- **Study material**:

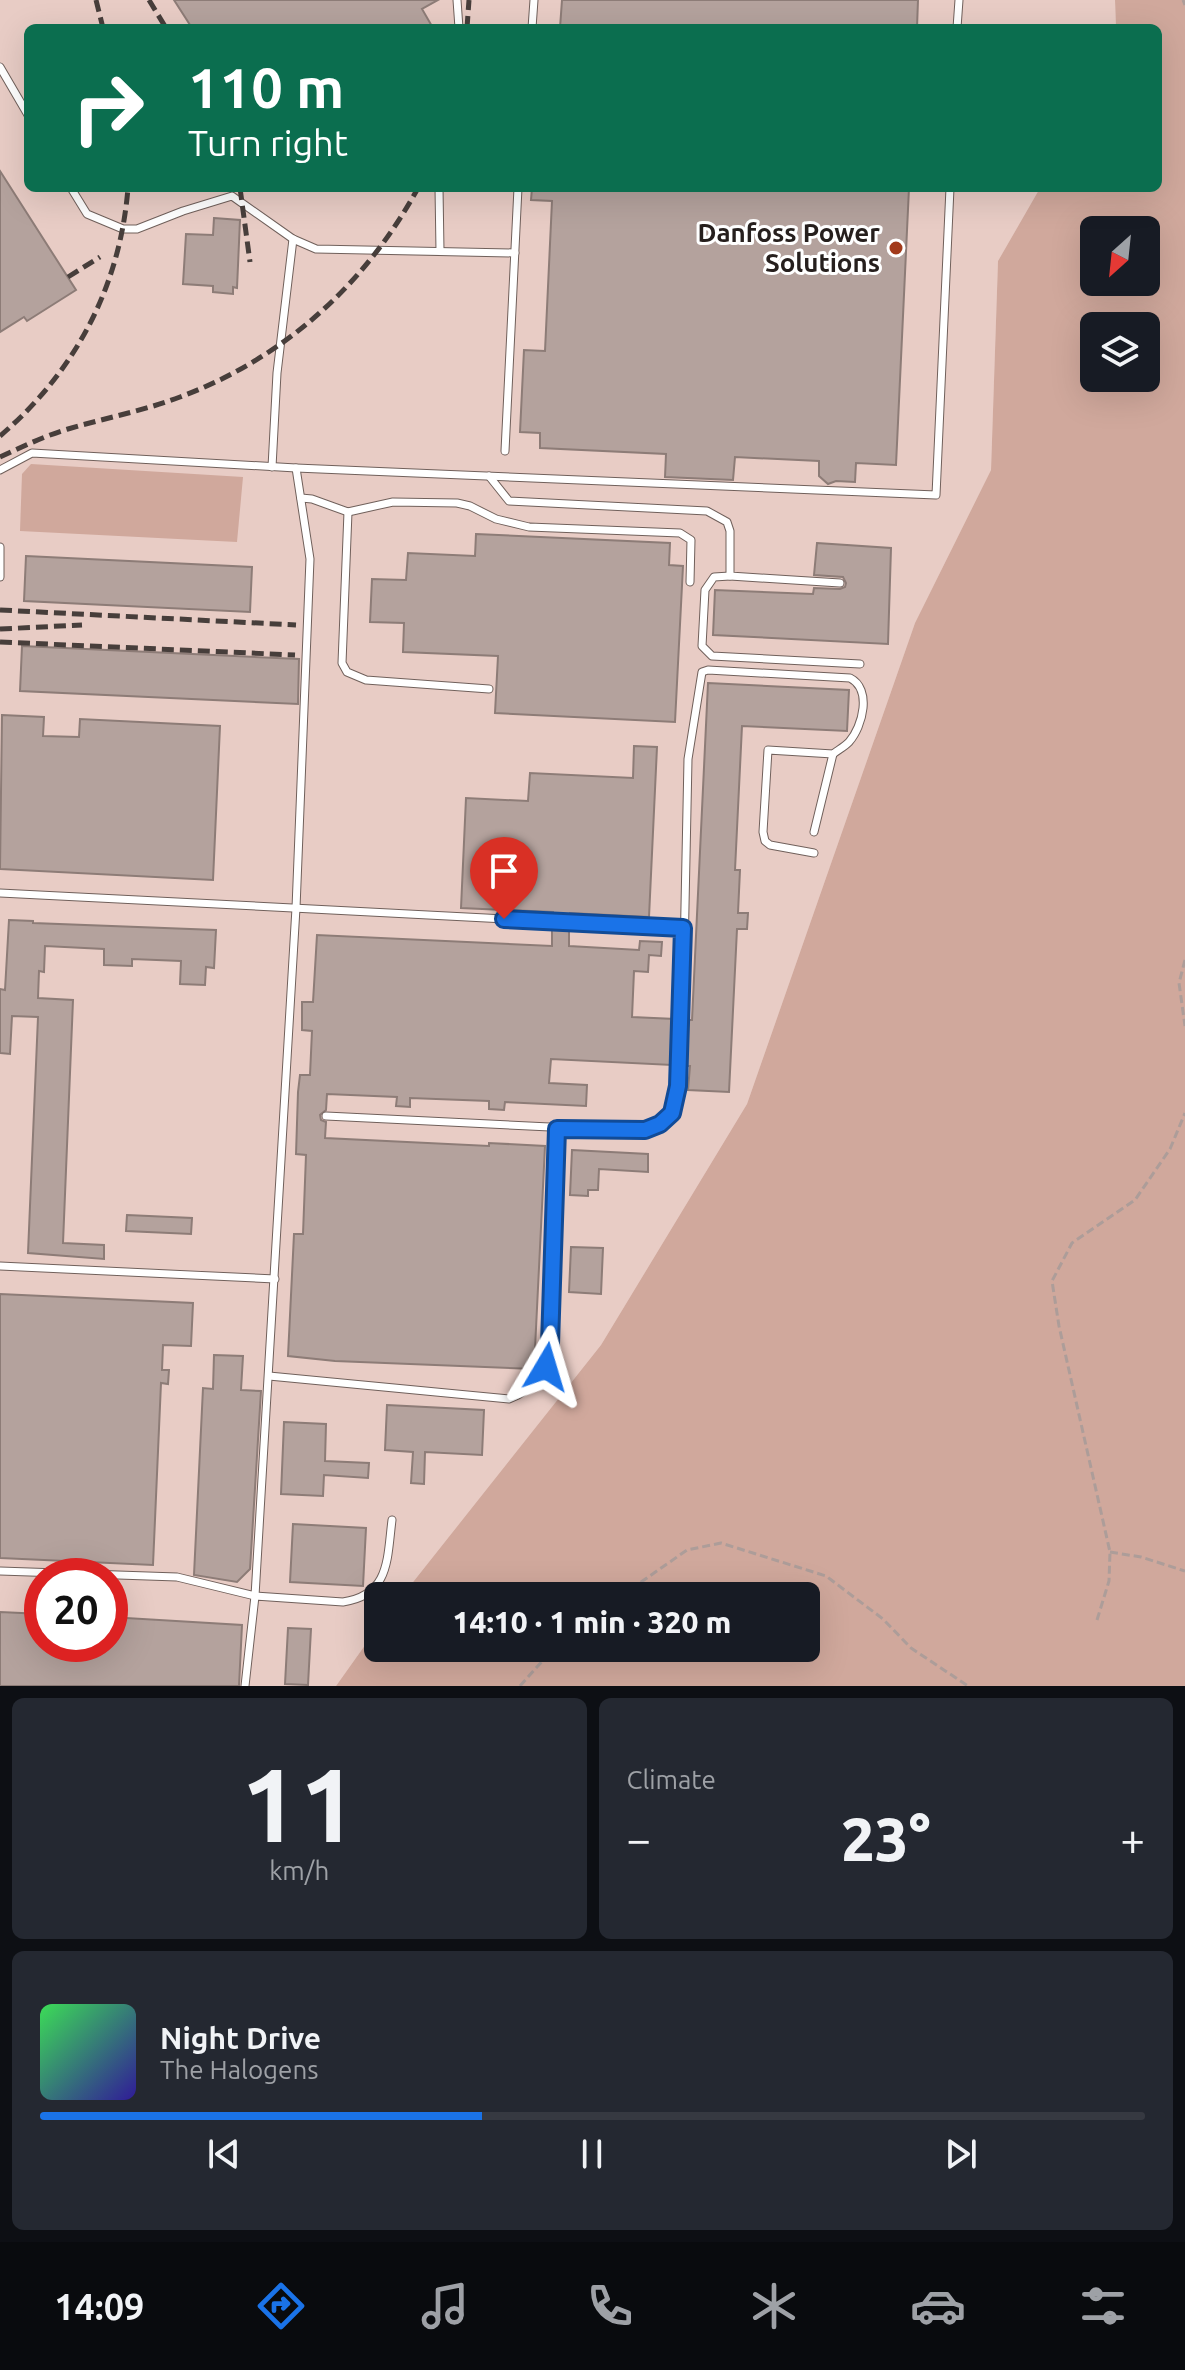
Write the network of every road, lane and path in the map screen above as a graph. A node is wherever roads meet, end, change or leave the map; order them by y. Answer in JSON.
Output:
{"nodes":[{"id":1,"x":457,"y":0,"type":"edge"},
{"id":2,"x":534,"y":0,"type":"edge"},
{"id":3,"x":959,"y":0,"type":"edge"},
{"id":4,"x":459,"y":24,"type":"edge"},
{"id":5,"x":532,"y":24,"type":"edge"},
{"id":6,"x":957,"y":24,"type":"edge"},
{"id":7,"x":0,"y":67,"type":"edge"},
{"id":8,"x":24,"y":108,"type":"edge"},
{"id":9,"x":73,"y":192,"type":"edge"},
{"id":10,"x":439,"y":192,"type":"edge"},
{"id":11,"x":518,"y":192,"type":"edge"},
{"id":12,"x":950,"y":192,"type":"edge"},
{"id":13,"x":293,"y":239,"type":"junction"},
{"id":14,"x":440,"y":251,"type":"junction"},
{"id":15,"x":515,"y":253,"type":"junction"},
{"id":16,"x":505,"y":451,"type":"dead end"},
{"id":17,"x":272,"y":467,"type":"junction"},
{"id":18,"x":296,"y":468,"type":"junction"},
{"id":19,"x":0,"y":470,"type":"edge"},
{"id":20,"x":489,"y":476,"type":"junction"},
{"id":21,"x":301,"y":498,"type":"junction"},
{"id":22,"x":348,"y":512,"type":"junction"},
{"id":23,"x":0,"y":547,"type":"edge"},
{"id":24,"x":730,"y":576,"type":"junction"},
{"id":25,"x":0,"y":577,"type":"edge"},
{"id":26,"x":690,"y":582,"type":"dead end"},
{"id":27,"x":840,"y":583,"type":"dead end"},
{"id":28,"x":860,"y":664,"type":"dead end"},
{"id":29,"x":489,"y":689,"type":"dead end"},
{"id":30,"x":833,"y":754,"type":"junction"},
{"id":31,"x":814,"y":832,"type":"dead end"},
{"id":32,"x":814,"y":853,"type":"dead end"},
{"id":33,"x":0,"y":893,"type":"edge"},
{"id":34,"x":296,"y":908,"type":"junction"},
{"id":35,"x":683,"y":928,"type":"junction"},
{"id":36,"x":1185,"y":960,"type":"edge"},
{"id":37,"x":1185,"y":1026,"type":"edge"},
{"id":38,"x":1185,"y":1113,"type":"edge"},
{"id":39,"x":284,"y":1114,"type":"junction"},
{"id":40,"x":297,"y":1114,"type":"dead end"},
{"id":41,"x":326,"y":1116,"type":"dead end"},
{"id":42,"x":557,"y":1129,"type":"junction"},
{"id":43,"x":0,"y":1266,"type":"edge"},
{"id":44,"x":275,"y":1279,"type":"junction"},
{"id":45,"x":269,"y":1376,"type":"junction"},
{"id":46,"x":392,"y":1520,"type":"dead end"},
{"id":47,"x":1110,"y":1552,"type":"junction"},
{"id":48,"x":0,"y":1571,"type":"edge"},
{"id":49,"x":1185,"y":1571,"type":"edge"},
{"id":50,"x":641,"y":1582,"type":"edge"},
{"id":51,"x":255,"y":1596,"type":"junction"},
{"id":52,"x":1097,"y":1620,"type":"dead end"},
{"id":53,"x":541,"y":1662,"type":"edge"},
{"id":54,"x":245,"y":1686,"type":"edge"},
{"id":55,"x":520,"y":1686,"type":"edge"},
{"id":56,"x":968,"y":1686,"type":"edge"}],
"edges":[{"from":1,"to":4,"type":"lane"},
{"from":2,"to":5,"type":"lane"},
{"from":3,"to":6,"type":"lane"},
{"from":7,"to":8,"type":"lane"},
{"from":9,"to":13,"type":"lane"},
{"from":10,"to":14,"type":"lane"},
{"from":11,"to":15,"type":"lane"},
{"from":12,"to":20,"type":"lane"},
{"from":13,"to":14,"type":"lane"},
{"from":13,"to":17,"type":"lane"},
{"from":14,"to":15,"type":"lane"},
{"from":15,"to":16,"type":"lane"},
{"from":17,"to":18,"type":"lane"},
{"from":17,"to":19,"type":"lane"},
{"from":18,"to":20,"type":"lane"},
{"from":18,"to":21,"type":"lane"},
{"from":20,"to":24,"type":"lane"},
{"from":21,"to":22,"type":"lane"},
{"from":21,"to":34,"type":"lane"},
{"from":22,"to":26,"type":"lane"},
{"from":22,"to":29,"type":"lane"},
{"from":23,"to":25,"type":"lane"},
{"from":24,"to":27,"type":"lane"},
{"from":24,"to":28,"type":"lane"},
{"from":30,"to":31,"type":"lane"},
{"from":30,"to":32,"type":"lane"},
{"from":30,"to":35,"type":"lane"},
{"from":33,"to":34,"type":"lane"},
{"from":34,"to":35,"type":"lane"},
{"from":34,"to":39,"type":"lane"},
{"from":35,"to":42,"type":"lane"},
{"from":36,"to":37,"type":"path"},
{"from":38,"to":47,"type":"path"},
{"from":39,"to":40,"type":"lane"},
{"from":39,"to":44,"type":"lane"},
{"from":41,"to":42,"type":"lane"},
{"from":42,"to":45,"type":"lane"},
{"from":43,"to":44,"type":"lane"},
{"from":44,"to":45,"type":"lane"},
{"from":45,"to":51,"type":"lane"},
{"from":46,"to":51,"type":"lane"},
{"from":47,"to":49,"type":"path"},
{"from":47,"to":52,"type":"path"},
{"from":48,"to":51,"type":"lane"},
{"from":50,"to":56,"type":"path"},
{"from":51,"to":54,"type":"lane"},
{"from":53,"to":55,"type":"path"}]}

- **Work item**: Each line above with the string "dead" should be reported in full.

- **Completed task**:
{"id":16,"x":505,"y":451,"type":"dead end"},
{"id":26,"x":690,"y":582,"type":"dead end"},
{"id":27,"x":840,"y":583,"type":"dead end"},
{"id":28,"x":860,"y":664,"type":"dead end"},
{"id":29,"x":489,"y":689,"type":"dead end"},
{"id":31,"x":814,"y":832,"type":"dead end"},
{"id":32,"x":814,"y":853,"type":"dead end"},
{"id":40,"x":297,"y":1114,"type":"dead end"},
{"id":41,"x":326,"y":1116,"type":"dead end"},
{"id":46,"x":392,"y":1520,"type":"dead end"},
{"id":52,"x":1097,"y":1620,"type":"dead end"},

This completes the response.